"I'm just going to hit until my hands bleed," Gonzalez said.
He will take some time, however, to enjoy becoming the third Venezuelan to win the batting crown, behind Andres Galarraga for the Rockies in 1993 and Magglio Ordonez for the Tigers in 2007. But that's mainly because he has to take some time.
Gonzalez, who turns 25 on Oct. 17 and finished with a .336 average, suffered from tendinitis in his right wrist and thumb for the final month-plus. The injury had something to do with his finishing with 34 home runs, fourth-most in the National League. Gonzalez also finished second to the Cardinals' Albert Pujols by one in the RBI race. All that means is a healthier Gonzalez might have been able to be the first player since the Red Sox's Carl Yastrzemski in 1967 to win a league Triple Crown -- batting average, home runs and RBI titles in the same year.
The Reds' Joey Votto finished second in the batting race at .324, the Braves' Omar Infante was third at .321 and teammate Troy Tulowitzki was fourth at .315.
"Battling for a month and trying to keep my batting average high so nobody can catch me is not that easy," Gonzalez said. "I'm very happy and very blessed to have an opportunity to have something very special like this. There are a lot of people who follow me the whole year, and they believed I was going to do it. They're very happy and very excited to have a batting champion in Venezuela."
Gonzalez sat out the final two games because of soreness in the wrist and thumb, which prevented him from becoming the third Venezuelan to reach 200 hits in a season. The others were Ordonez (216 in 2007) and the Twins' Cesar Tovar (204 in 1971).
Rockies manager Jim Tracy believes Gonzalez will have to make time to accept plenty more honors this offseason.
"You're looking at a guy that is obviously a Silver Slugger Award winner in my opinion, he's the National League batting champion, I think it's an absolute crime if he doesn't win a Gold Glove, and I think he's going to garner some votes for Most Valuable Player," Tracy said. "That's a pretty special season when you consider the fact I was being harassed quite a bit in the latter part of June a year ago as to how much longer I was going to continue to play the guy.

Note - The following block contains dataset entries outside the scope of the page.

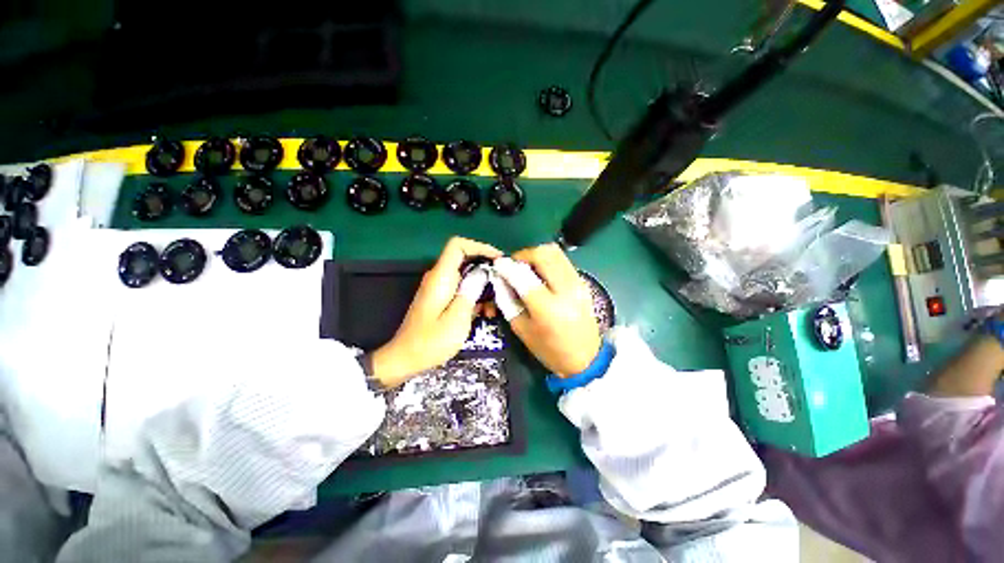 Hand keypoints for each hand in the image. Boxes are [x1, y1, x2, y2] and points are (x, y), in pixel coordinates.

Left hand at [371, 237, 501, 386]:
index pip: (458, 245)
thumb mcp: (457, 317)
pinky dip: (475, 296)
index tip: (498, 259)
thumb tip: (483, 273)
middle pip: (465, 259)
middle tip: (503, 284)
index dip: (480, 246)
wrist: (405, 359)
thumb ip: (471, 291)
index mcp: (441, 277)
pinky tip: (484, 312)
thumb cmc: (431, 341)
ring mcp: (440, 289)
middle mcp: (439, 278)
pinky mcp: (442, 299)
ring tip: (494, 306)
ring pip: (466, 276)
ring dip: (483, 287)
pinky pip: (461, 289)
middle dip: (486, 270)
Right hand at [493, 243, 600, 376]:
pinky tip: (541, 274)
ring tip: (527, 267)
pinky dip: (548, 260)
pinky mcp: (583, 282)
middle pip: (543, 254)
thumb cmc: (549, 349)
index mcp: (547, 308)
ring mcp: (578, 283)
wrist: (585, 358)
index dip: (507, 266)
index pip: (523, 276)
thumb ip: (507, 300)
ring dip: (536, 255)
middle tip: (514, 265)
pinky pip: (563, 260)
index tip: (498, 265)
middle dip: (523, 255)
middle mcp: (566, 290)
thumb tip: (500, 278)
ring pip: (555, 252)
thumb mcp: (521, 328) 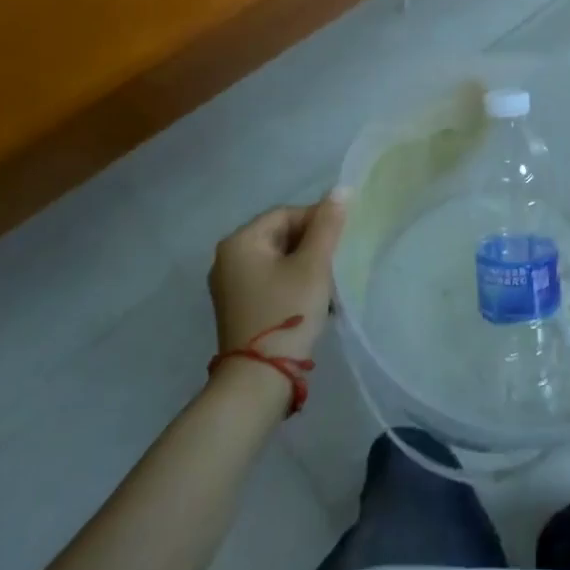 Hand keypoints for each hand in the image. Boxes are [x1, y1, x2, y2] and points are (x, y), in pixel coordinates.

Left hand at [208, 195, 346, 366]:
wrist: (258, 381)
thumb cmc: (287, 312)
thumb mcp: (313, 265)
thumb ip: (328, 225)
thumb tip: (341, 189)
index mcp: (240, 241)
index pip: (287, 214)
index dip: (318, 221)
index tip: (341, 240)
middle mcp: (228, 258)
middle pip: (281, 235)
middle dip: (312, 246)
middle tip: (337, 263)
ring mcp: (230, 285)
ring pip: (278, 260)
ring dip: (306, 266)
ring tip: (328, 285)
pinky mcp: (238, 307)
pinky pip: (271, 280)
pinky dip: (293, 283)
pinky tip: (313, 300) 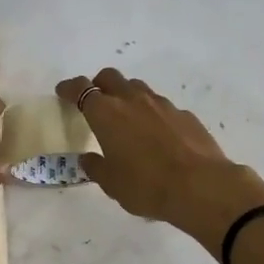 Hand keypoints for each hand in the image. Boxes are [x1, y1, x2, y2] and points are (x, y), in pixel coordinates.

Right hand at [56, 68, 263, 255]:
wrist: (200, 186)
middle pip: (110, 77)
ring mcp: (162, 104)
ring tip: (127, 118)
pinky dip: (153, 114)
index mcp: (107, 113)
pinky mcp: (184, 114)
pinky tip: (157, 136)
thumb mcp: (111, 183)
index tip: (63, 92)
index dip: (70, 88)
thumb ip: (96, 167)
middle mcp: (133, 100)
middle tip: (95, 101)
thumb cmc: (146, 185)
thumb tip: (89, 158)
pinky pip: (162, 106)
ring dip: (127, 96)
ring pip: (138, 88)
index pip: (81, 89)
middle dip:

"It was not a bad year his first full season in the Major Leagues. What we see and what we like an awful lot has a chance of getting better."

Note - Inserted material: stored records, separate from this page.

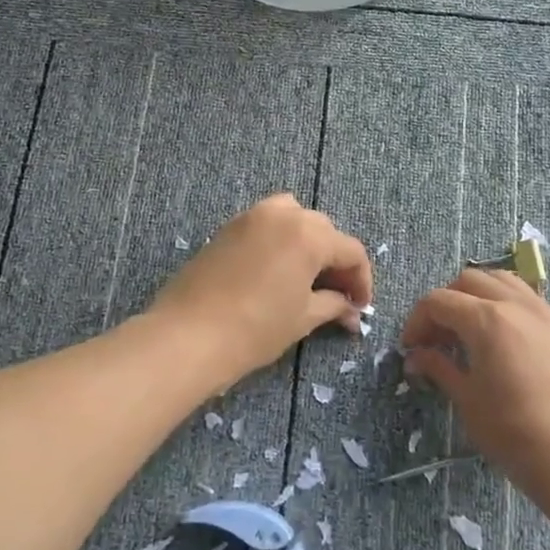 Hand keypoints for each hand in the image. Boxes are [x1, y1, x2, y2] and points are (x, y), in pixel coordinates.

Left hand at [149, 194, 371, 387]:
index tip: (360, 307)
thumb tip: (350, 310)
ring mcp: (252, 216)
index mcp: (309, 234)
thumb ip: (332, 306)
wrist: (188, 335)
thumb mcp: (302, 318)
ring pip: (294, 218)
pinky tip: (276, 271)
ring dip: (307, 242)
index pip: (350, 250)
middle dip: (335, 261)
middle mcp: (284, 214)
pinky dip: (280, 240)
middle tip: (337, 295)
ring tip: (306, 277)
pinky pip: (266, 224)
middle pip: (323, 230)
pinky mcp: (228, 227)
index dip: (361, 280)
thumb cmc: (254, 328)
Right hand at [402, 268, 549, 500]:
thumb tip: (416, 357)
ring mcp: (543, 312)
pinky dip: (504, 303)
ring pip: (501, 281)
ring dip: (476, 295)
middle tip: (436, 338)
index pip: (439, 301)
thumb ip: (439, 368)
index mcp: (486, 319)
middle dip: (445, 302)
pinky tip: (500, 338)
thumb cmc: (514, 433)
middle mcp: (515, 304)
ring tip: (467, 330)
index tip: (410, 348)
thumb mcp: (468, 401)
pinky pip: (525, 297)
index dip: (417, 321)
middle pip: (469, 281) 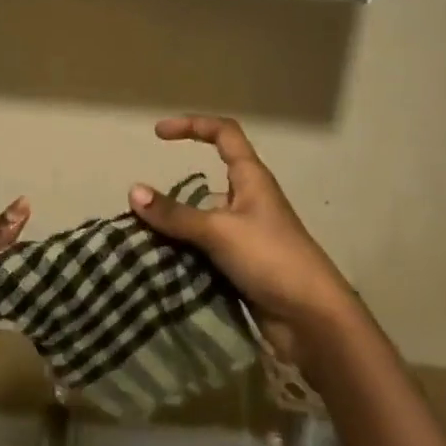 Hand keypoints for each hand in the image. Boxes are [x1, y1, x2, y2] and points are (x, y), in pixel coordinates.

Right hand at [128, 117, 352, 364]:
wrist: (313, 320)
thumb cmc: (271, 258)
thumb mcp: (219, 231)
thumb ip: (176, 215)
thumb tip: (133, 191)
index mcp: (251, 178)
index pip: (223, 134)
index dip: (192, 126)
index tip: (158, 134)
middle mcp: (249, 200)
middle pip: (207, 183)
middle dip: (174, 194)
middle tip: (140, 208)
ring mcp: (246, 235)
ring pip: (202, 221)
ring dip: (176, 229)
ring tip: (140, 240)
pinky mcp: (243, 266)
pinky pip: (205, 251)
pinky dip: (185, 255)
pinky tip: (160, 266)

Gonzalez started slowly after being called up last year at midseason, but hit .320 with a .608 slugging percentage after the break and 10-for-17 in the Rockies' loss in the NL Division Series. This year he took a step forward, but said he is upset his team didn't return to the postseason.
Gonzalez won the batting crown despite a high strikeout total -- 135. Tracy noted that Gonzalez shouldn't overdo his efforts to trim strikeouts since he is a power hitter, but cutting 30 or so strikeouts could make his numbers even more impressive.
So Gonzalez will work with his older brother, Euro, who coached him in youth ball years ago, and a friend who will pitch batting practice. Gonzalez also intends to spend part of the winter in California training with fellow clients of his agent, Scott Boras.
"The preparation that I've had, I'm going to try to do it twice as hard," Gonzalez said. "We don't want to get stuck. We want to get better. If you look at my numbers, they were great but we didn't get what we wanted. We didn't advance to the postseason.
"I guess that's the way you have to put it. You have to try to get better so you can be an All-Star. If you get comfortable with what you do, you can get stuck. You'll get worse."
Gonzalez's is the seventh batting title in the Rockies' 18-year history. He joins Galarraga, Larry Walker (1998, 1999, 2000 and 2001), Todd Helton (2000) and Matt Holliday (2007).